[Collected data entries]:
Content starts
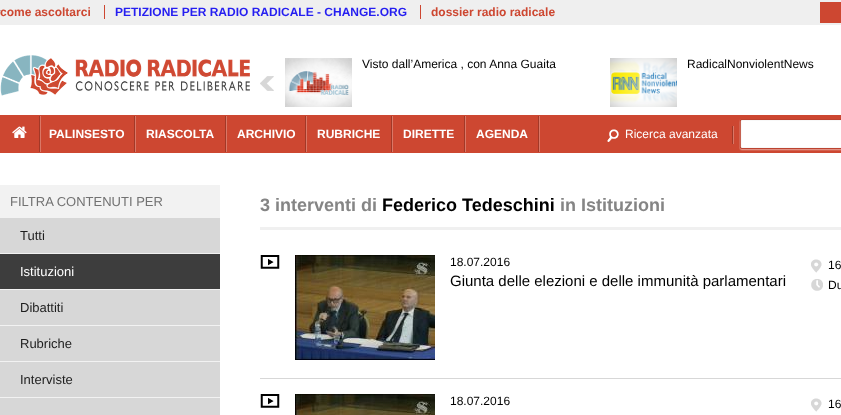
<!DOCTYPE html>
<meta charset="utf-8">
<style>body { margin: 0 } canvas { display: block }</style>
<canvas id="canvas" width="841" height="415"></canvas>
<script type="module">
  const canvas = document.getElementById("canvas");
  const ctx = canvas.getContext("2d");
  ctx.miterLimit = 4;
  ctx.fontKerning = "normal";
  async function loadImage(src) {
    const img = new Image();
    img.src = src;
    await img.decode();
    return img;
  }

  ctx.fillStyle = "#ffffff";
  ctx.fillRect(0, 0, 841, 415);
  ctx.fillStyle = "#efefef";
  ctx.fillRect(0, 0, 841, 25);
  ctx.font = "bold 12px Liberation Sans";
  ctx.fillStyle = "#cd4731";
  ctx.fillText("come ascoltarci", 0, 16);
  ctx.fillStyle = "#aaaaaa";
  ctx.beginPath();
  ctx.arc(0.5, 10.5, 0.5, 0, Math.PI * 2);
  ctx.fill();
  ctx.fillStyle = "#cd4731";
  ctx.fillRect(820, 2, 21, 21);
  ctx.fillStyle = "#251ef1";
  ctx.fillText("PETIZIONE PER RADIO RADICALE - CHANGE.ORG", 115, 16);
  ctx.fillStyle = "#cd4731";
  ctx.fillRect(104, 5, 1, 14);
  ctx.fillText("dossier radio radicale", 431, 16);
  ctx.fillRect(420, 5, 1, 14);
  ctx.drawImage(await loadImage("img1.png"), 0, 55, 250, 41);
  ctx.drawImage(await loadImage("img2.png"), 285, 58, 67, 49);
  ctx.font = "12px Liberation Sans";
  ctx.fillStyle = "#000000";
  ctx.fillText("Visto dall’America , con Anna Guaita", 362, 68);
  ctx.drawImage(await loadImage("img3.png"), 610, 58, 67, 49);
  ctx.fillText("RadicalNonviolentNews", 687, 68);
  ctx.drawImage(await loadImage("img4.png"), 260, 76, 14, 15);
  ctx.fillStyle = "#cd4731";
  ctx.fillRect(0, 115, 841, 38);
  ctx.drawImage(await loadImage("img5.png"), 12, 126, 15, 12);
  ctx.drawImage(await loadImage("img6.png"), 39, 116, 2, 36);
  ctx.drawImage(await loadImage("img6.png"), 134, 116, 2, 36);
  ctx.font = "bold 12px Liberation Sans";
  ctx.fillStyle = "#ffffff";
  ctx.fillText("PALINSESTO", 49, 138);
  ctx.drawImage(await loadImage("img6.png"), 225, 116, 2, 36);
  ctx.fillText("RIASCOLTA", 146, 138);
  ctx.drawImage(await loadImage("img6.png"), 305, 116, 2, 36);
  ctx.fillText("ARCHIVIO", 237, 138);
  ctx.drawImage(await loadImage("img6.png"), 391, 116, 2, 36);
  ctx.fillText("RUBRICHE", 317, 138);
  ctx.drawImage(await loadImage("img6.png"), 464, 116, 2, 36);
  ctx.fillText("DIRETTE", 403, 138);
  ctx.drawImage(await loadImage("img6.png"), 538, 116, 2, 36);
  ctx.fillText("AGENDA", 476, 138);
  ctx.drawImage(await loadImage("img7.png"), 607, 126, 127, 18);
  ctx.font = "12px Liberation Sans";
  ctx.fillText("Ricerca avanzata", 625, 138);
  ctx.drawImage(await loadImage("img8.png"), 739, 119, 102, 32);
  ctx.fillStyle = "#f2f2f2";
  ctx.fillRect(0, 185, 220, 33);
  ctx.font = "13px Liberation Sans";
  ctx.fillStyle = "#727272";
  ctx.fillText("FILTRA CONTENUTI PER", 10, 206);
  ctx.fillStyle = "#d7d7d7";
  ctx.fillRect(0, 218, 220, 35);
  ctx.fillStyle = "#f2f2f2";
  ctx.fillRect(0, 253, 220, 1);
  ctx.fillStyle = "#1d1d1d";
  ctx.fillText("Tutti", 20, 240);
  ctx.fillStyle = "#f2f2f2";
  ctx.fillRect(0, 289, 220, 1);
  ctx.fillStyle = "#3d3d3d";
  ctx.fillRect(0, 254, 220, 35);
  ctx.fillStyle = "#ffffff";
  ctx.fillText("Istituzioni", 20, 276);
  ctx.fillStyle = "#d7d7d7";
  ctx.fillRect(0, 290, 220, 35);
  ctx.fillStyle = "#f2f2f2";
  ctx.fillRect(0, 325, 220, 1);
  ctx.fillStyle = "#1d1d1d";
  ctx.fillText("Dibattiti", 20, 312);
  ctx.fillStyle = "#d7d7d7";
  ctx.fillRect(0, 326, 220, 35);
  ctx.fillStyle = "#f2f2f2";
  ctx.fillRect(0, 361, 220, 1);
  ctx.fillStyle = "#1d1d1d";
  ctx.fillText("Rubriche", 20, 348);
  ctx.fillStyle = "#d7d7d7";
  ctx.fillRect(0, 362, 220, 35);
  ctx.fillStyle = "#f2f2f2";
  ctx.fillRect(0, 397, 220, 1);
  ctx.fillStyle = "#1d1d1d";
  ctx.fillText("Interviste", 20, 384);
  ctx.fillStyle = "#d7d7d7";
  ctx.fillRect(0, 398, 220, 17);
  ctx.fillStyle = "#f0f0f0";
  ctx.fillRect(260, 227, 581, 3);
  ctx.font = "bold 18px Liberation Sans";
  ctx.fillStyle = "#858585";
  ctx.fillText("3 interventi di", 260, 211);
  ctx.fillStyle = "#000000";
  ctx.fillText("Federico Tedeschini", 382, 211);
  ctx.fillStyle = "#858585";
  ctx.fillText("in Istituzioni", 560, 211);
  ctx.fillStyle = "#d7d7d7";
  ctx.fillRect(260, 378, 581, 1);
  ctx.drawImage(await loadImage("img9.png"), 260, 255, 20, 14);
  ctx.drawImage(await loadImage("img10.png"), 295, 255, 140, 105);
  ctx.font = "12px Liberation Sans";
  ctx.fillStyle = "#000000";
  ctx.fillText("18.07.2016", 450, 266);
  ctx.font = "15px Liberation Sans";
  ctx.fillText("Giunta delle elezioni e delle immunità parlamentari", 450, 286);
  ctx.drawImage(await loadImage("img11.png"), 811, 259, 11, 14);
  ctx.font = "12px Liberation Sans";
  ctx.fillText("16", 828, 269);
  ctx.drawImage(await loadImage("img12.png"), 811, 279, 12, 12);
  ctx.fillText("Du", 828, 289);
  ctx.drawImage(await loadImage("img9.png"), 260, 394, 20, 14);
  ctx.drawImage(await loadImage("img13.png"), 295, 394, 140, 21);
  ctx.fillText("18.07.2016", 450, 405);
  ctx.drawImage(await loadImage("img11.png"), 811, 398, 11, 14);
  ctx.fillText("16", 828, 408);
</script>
Content ends
Content starts
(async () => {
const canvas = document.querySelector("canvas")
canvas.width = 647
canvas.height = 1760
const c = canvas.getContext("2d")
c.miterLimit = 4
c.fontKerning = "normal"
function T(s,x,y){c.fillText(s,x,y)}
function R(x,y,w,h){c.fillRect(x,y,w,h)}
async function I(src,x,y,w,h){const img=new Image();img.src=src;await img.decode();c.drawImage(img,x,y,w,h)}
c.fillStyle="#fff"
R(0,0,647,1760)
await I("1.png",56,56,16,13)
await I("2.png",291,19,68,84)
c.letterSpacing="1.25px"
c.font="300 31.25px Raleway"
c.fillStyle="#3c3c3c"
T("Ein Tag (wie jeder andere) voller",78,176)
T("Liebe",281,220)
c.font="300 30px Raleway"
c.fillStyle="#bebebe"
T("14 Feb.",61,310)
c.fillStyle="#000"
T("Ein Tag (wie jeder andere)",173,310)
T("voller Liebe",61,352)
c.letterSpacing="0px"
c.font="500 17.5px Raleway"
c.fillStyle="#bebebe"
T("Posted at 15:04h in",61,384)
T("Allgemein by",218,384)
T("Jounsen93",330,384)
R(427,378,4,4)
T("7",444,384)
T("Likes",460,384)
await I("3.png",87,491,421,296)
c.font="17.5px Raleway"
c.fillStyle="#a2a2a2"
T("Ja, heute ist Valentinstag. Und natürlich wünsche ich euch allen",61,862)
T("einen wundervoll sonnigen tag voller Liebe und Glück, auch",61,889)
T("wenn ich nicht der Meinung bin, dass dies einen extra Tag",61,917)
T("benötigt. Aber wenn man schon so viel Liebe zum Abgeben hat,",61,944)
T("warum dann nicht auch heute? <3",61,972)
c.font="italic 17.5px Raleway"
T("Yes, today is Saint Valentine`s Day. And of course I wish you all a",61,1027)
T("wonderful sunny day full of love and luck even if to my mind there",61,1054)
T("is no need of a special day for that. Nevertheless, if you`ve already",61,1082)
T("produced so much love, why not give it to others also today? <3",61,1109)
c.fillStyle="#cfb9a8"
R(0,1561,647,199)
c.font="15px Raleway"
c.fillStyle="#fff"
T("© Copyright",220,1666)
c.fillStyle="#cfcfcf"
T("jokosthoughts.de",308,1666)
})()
Content ends
Content starts
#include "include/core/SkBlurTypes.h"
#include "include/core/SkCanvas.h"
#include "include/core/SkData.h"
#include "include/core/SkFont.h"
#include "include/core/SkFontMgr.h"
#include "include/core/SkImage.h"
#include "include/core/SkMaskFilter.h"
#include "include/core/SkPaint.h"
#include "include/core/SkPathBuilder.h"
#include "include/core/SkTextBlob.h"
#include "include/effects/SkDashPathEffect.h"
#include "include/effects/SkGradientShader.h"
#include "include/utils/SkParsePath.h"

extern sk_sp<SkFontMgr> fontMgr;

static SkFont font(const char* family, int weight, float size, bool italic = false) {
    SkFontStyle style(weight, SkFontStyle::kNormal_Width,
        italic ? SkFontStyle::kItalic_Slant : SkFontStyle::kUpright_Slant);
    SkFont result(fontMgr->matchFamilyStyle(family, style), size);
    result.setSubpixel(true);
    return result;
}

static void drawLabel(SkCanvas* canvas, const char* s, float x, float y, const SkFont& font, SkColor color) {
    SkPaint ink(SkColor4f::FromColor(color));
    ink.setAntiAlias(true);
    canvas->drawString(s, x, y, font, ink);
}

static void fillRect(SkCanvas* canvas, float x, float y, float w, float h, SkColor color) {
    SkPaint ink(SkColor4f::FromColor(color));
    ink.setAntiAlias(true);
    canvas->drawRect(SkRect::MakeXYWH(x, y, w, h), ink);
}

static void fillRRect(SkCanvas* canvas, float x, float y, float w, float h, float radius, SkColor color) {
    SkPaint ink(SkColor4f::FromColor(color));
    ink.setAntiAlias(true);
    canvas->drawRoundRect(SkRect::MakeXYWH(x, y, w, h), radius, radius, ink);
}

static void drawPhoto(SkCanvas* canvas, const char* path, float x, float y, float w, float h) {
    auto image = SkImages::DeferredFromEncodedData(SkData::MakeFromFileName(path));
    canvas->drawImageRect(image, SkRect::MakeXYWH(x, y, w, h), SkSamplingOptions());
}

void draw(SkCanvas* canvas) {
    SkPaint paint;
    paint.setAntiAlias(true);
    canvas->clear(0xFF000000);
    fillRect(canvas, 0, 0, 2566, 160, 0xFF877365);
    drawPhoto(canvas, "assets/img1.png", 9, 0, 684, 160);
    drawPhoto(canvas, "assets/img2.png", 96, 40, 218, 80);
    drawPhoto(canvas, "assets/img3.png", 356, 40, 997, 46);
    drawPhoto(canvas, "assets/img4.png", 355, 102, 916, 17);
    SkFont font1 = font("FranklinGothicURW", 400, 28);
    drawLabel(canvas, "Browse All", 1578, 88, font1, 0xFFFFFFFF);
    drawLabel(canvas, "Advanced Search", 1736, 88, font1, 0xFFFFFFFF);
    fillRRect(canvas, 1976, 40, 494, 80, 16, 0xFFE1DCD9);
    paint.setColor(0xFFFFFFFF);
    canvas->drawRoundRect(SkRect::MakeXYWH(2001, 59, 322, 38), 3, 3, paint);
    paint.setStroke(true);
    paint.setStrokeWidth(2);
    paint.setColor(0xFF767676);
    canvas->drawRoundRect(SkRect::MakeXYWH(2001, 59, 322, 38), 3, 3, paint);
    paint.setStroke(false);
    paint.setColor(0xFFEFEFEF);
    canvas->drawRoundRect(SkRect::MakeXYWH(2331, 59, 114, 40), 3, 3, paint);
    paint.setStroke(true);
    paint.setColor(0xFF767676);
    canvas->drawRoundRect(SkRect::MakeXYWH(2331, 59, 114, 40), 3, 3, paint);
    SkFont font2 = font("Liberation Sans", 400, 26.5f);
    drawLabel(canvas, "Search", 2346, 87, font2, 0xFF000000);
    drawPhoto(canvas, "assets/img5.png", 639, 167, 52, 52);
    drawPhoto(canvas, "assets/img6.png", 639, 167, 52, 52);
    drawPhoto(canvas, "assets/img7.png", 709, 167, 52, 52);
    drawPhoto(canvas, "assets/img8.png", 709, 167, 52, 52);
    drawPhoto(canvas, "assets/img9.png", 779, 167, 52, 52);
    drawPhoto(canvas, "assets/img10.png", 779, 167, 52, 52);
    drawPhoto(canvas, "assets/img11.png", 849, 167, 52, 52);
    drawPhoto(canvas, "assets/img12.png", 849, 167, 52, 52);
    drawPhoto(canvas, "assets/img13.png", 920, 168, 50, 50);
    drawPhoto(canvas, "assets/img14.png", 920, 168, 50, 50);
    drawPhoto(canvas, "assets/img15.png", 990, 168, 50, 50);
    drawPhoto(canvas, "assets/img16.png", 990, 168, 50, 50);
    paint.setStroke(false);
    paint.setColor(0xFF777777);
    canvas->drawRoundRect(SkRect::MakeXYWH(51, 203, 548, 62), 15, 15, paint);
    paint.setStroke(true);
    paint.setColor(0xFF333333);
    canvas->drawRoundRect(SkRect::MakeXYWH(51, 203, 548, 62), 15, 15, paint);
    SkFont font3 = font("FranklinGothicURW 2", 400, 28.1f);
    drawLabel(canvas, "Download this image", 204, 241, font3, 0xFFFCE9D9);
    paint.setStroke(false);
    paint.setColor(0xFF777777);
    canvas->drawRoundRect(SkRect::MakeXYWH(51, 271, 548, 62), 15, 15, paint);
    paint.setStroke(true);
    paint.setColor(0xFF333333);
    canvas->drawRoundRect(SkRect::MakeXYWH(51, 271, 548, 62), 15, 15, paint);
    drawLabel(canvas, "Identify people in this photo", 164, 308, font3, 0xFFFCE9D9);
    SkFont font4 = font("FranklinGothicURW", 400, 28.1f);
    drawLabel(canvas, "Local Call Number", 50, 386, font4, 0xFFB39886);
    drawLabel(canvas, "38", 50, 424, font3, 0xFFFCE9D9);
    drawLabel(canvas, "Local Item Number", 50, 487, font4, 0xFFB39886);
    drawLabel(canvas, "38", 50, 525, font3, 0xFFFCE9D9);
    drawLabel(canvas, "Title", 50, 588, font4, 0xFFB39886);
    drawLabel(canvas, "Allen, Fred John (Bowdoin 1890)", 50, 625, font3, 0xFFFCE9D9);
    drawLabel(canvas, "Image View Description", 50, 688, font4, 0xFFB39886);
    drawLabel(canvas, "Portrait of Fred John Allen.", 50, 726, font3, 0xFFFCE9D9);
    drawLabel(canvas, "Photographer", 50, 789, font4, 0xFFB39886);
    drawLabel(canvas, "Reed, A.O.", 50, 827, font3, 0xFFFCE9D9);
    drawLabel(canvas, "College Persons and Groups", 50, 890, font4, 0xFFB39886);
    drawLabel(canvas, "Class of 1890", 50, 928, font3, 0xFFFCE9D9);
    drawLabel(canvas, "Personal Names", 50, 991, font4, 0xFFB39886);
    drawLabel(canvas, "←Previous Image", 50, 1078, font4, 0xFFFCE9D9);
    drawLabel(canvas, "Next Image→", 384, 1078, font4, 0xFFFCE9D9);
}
Content ends
[THE PROBLEM]: Looking at the records above, say how many of their lines include the word "async", with no other words.

[RESULT]: 3